Molecular and antigenic characterization of a highly evolved derivative of the type 2 oral poliovaccine strain isolated from sewage in Israel

Abstract

An unusual, highly diverged derivative of the Sabin type 2 oral poliovaccine (OPV) strain was recovered from environmental samples during routine screening for wild polioviruses. Virus was cultivated in L20B cells and then passaged on BGM cells at 40 degrees C (RCT [reproductive capacity at supraoptimal temperature]-positive marker) to select against most OPV strains. All but 1 of 25 RCT-positive OPV-derived environmental isolates were antigenically and genetically (>99.5% VP1 sequence match) similar to the respective Sabin strains. However, isolate PV2/4568-1/ISR98 (referred to below as 4568-1) escaped neutralization with Sabin 2-specific monoclonal antibodies and cross-adsorbed sera, and had multiple nucleotide substitutions (220 of 2,646; 8.3%) in the P1 capsid region. Fourteen of the 44 associated amino acid substitutions in the capsid mapped to neutralizing antigenic sites.
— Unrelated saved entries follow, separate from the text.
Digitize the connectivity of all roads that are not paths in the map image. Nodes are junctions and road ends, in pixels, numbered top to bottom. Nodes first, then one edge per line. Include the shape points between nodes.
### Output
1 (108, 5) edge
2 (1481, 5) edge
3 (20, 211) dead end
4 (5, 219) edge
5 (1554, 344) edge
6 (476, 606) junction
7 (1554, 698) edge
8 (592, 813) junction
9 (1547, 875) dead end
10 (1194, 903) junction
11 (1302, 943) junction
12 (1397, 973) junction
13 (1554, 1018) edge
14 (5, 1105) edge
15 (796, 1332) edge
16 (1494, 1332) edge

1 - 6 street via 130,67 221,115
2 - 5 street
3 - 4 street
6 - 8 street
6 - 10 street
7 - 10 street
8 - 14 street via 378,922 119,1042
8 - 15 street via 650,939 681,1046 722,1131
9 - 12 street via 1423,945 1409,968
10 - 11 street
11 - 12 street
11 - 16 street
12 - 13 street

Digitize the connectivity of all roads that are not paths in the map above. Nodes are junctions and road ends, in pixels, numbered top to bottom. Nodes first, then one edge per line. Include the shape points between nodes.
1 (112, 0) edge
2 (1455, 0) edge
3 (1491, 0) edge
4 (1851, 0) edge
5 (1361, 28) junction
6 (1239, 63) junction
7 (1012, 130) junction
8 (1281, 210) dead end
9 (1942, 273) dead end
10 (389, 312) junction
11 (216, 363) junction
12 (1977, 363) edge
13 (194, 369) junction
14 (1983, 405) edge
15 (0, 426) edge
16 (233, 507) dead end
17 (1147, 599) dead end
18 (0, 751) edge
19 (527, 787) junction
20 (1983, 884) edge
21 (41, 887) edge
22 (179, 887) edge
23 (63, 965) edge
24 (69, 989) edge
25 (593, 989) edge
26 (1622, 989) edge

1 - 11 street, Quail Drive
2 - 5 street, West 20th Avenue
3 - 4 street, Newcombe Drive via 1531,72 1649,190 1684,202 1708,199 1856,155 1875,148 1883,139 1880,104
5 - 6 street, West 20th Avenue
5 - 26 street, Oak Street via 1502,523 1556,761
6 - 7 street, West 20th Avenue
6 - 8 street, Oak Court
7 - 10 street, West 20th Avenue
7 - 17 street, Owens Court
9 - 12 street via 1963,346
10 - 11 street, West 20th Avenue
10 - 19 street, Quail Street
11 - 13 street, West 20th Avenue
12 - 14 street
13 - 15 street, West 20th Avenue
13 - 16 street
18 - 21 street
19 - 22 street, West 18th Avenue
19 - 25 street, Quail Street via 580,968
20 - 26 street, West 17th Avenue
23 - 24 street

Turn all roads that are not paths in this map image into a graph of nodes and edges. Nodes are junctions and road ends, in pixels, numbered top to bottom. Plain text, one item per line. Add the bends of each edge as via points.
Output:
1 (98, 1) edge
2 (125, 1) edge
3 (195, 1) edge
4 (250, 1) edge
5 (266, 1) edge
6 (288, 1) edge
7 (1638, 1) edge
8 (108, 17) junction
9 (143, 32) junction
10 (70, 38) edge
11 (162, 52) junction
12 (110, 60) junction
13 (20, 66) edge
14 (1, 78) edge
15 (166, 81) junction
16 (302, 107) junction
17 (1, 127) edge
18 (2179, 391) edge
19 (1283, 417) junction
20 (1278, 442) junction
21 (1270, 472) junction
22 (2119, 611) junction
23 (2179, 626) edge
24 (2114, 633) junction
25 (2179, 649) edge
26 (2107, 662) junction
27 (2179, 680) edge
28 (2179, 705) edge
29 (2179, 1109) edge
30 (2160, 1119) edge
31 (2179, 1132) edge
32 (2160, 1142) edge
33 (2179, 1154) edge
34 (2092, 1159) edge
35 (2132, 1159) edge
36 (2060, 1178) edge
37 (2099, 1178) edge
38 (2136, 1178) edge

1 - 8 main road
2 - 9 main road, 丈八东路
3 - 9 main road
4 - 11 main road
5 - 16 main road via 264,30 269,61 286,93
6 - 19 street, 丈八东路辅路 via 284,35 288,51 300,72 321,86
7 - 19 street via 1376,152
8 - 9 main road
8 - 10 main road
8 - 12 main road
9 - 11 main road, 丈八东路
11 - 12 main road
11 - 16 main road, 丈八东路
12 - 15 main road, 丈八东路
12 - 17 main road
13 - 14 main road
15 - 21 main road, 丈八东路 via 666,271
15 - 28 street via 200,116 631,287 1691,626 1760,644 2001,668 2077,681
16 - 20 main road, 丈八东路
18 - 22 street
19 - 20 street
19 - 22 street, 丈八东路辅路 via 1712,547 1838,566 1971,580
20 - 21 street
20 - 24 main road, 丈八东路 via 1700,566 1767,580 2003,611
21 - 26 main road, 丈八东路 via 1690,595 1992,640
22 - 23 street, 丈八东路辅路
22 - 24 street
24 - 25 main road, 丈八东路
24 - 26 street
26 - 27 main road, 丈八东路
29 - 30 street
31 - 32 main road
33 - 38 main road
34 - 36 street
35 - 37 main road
Neutralizing titers in the sera of 50 Israeli children 15 years old were significantly lower to 4568-1 (geometric mean titer [GMT], 47) than to Sabin 2 (GMT, 162) or to the prototype wild strain, PV2/MEF-1/EGY42 (GMT, 108). Two key attenuating sites had also reverted in 4568-1 (A(481) to G in the 5' untranslated region and the VP1 amino acid I(143) to T), and the isolate was highly neurovirulent for transgenic mice expressing the poliovirus receptor (PVR-Tg21 mice). The extensive genetic divergence of 4568-1 from the parental Sabin 2 strain suggested that the virus had replicated in one or more people for approximately 6 years. The presence in the environment of a highly evolved, neurovirulent OPV-derived poliovirus in the absence of polio cases has important implications for strategies for the cessation of immunization with OPV following global polio eradication.

FIG. 1

Intratypic differentiation of type 2, RCT-positive poliovirus isolates by blot hybridization. Viral RNA was bound to nylon filters and hybridized with a DIG-labeled Sabin 2-specific VP1 probe (left blot) or a panenteroviral 5′-UTR probe (right blot). Hybrids were detected by chemiluminescence (6). Controls: A1, Sabin 1; A2, Sabin 2; A3, Sabin 3; B1, Mahoney; B2, PV2/MEF-1/EGY42; B3, PV3/Saukett/USA52. RCT-positive isolates: C1, PV2/4568-1/ISR98; C2, PV2/4586-5/PAL98; C3, PV2/4588-3/PAL98; D1, PV2/4623-1/ISR98; D2, PV2/4625-1/ISR98.

FIG. 2

Phylogenetic tree of type 2 RCT-positive sewage isolates. VP1 sequences of 4568-1 were compared with those of Sabin 2, five other Sabin 2-derived RCT-positive sewage isolates from Israel (including the type 2 antigenic variant VP2/4625-1/ISR98), two isolates from immunodeficient VAPP patients in the United States (PV2/0715/USA91 and PV2/3739A/USA92), a divergent type 2 isolate from a patient in Peru (PV2/7834/PER83), two recent isolates from children with acute flaccid paralysis in Brazil (PV2/7089/BRA96 and PV2/7717/BRA97), the reference wild type 2 IPV strain, PV2/MEF-1/EGY42, and a wild type 2 isolate from a 1998 polio case in India (PV2/7570/IND98).

FIG. 3

Amino acid substitutions in NAg sites of 4568-1. Nonhomologous amino acids are indicated below the consensus sequence for each NAg site. Amino acid positions are numbered according to that for Sabin 2 (26).